Я посмотрел на свою распухшую руку.
– Вправляйте.
Остаток ночи прошел невесело, и я мало спал. Джинджер оставили в больнице до утра. Чудесным образом она на следующий день появилась на игре в своей чирлидерской форме. О событиях прошлой ночи девушка, по слухам, ничего не помнила. Я не был уверен, настоящая ли это амнезия или просто удобная амнезия. Как бы то ни было, перед игрой она ничего мне не сказала и все четыре четверти болела как ни в чем не бывало. Вуд лез вон из кожи, чтобы защитить меня, а главное, мою левую руку. Ею для бросков я не пользовался, но он чувствовал себя виноватым и не хотел, чтоб история с травмой поставила под угрозу мое поступление в колледж. После игры я вышел из раздевалки, спрятал левую руку в большой передний карман спортивной куртки – и чтобы защитить ее, и потому что она была завернута в лед. К тому же я не хотел, чтобы болельщики или кто-то еще начали задавать вопросы. Джинджер стояла одна в сторонке, что было необычно, поскольку она любила находиться в центре внимания. Одри направлялась ко мне. Джинджер подошла первой и взяла меня под руку. Потом скользнула по моей левой руке в карман к мешочку со льдом и оставила руку там.
– Ты любишь ее, да?
– Да.
– Это настоящее?
Я кивнул.
Она повернулась ко мне, вскинула глаза. Одри была уже футах в двадцати.
– Есть надежда, что поделишься? – Она взглянула на Одри. – Она ничего не узнает.
– Джинджер, мне жаль, что вчера так случилось. Сочувствую тебе. Я твой друг, но…
– Порченый товар?
– Наивная? Да. Но порченый товар?
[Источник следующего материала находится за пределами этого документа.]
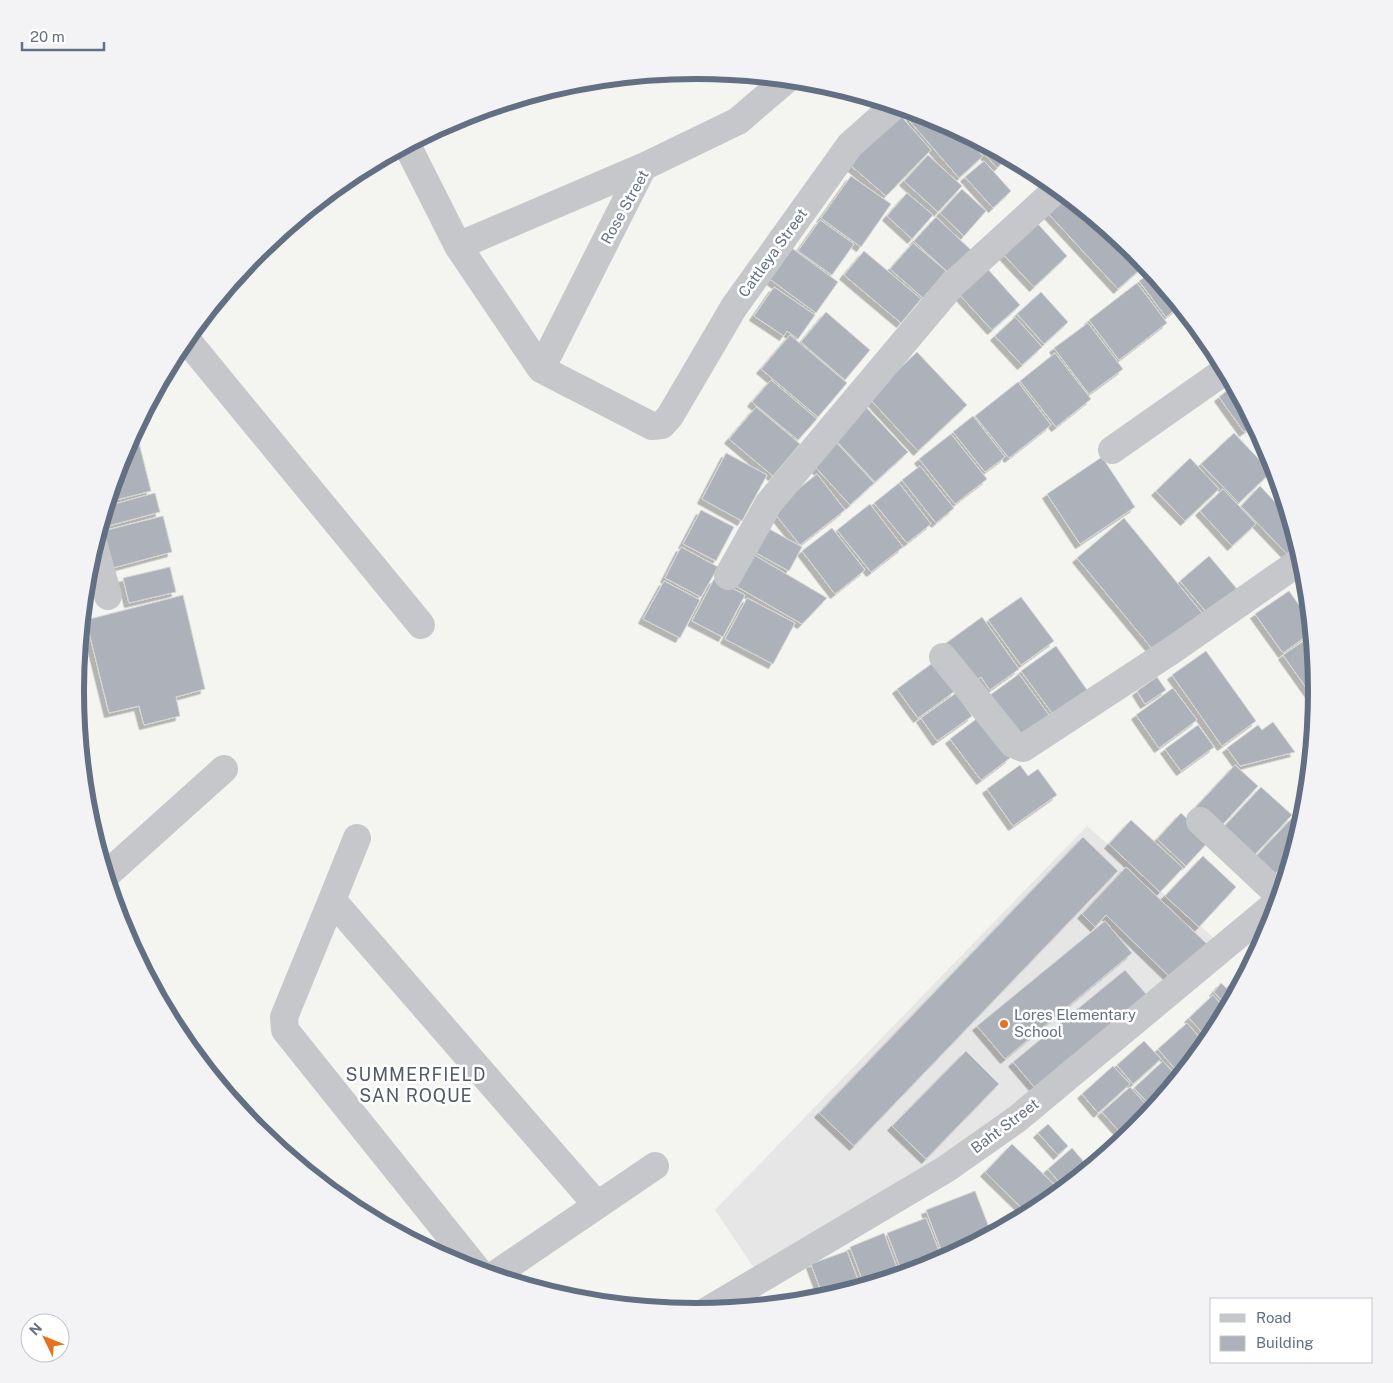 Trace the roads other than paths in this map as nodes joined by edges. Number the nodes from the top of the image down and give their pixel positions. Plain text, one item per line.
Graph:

Я бы так не сказал.
– Значит, ты меня не одобряешь?
– Одобрение тут ни при чем.
– А что тогда?
Я покачал головой.
Она изобразила притворную улыбку и прижалась ко мне.
– Что!
– Джинджер, ты склонна принимать плохие решения и заришься на то, что тебе не принадлежит.
Она сжала мою руку.
– А чего ж ты тогда вчера явился?
– Потому что Вуд позвонил.
– А ты делаешь все, о чем Вуд просит?
– Я ему доверяю.
Она отшатнулась.
– А мне доверяешь?
– Нет.
Она хмуро кивнула. Одри была уже рядом. Джинджер стиснула мою руку с удивившей меня силой. Боль была жуткая и пронзила как нож. У меня чуть не подкосились ноги.
– И кто же из нас наивный?
Улыбку как ветром сдуло – на меня смотрели холодно-стальные глаза, из которых ушла жизнь.
Джинджер повернулась к нам спиной и исчезла в толпе. Одри подошла, мягко взяла меня за руку, и мы молча наблюдали, как Джинджер заводит толпу. Одри покачала головой.
– Вот ведь змея, да?
Я кивнул.
Одри повернулась к моей машине.
– Есть предложение. Я покупаю тебе чизбургер, а ты рассказываешь мне, что именно здесь происходит.
– Я расскажу тебе, что случилось, но не уверен, что знаю, что происходит.
Неделю спустя по неизвестным нам причинам Джинджер бросила школу и исчезла.
Прошло четыре года, прежде чем я увидел ее снова.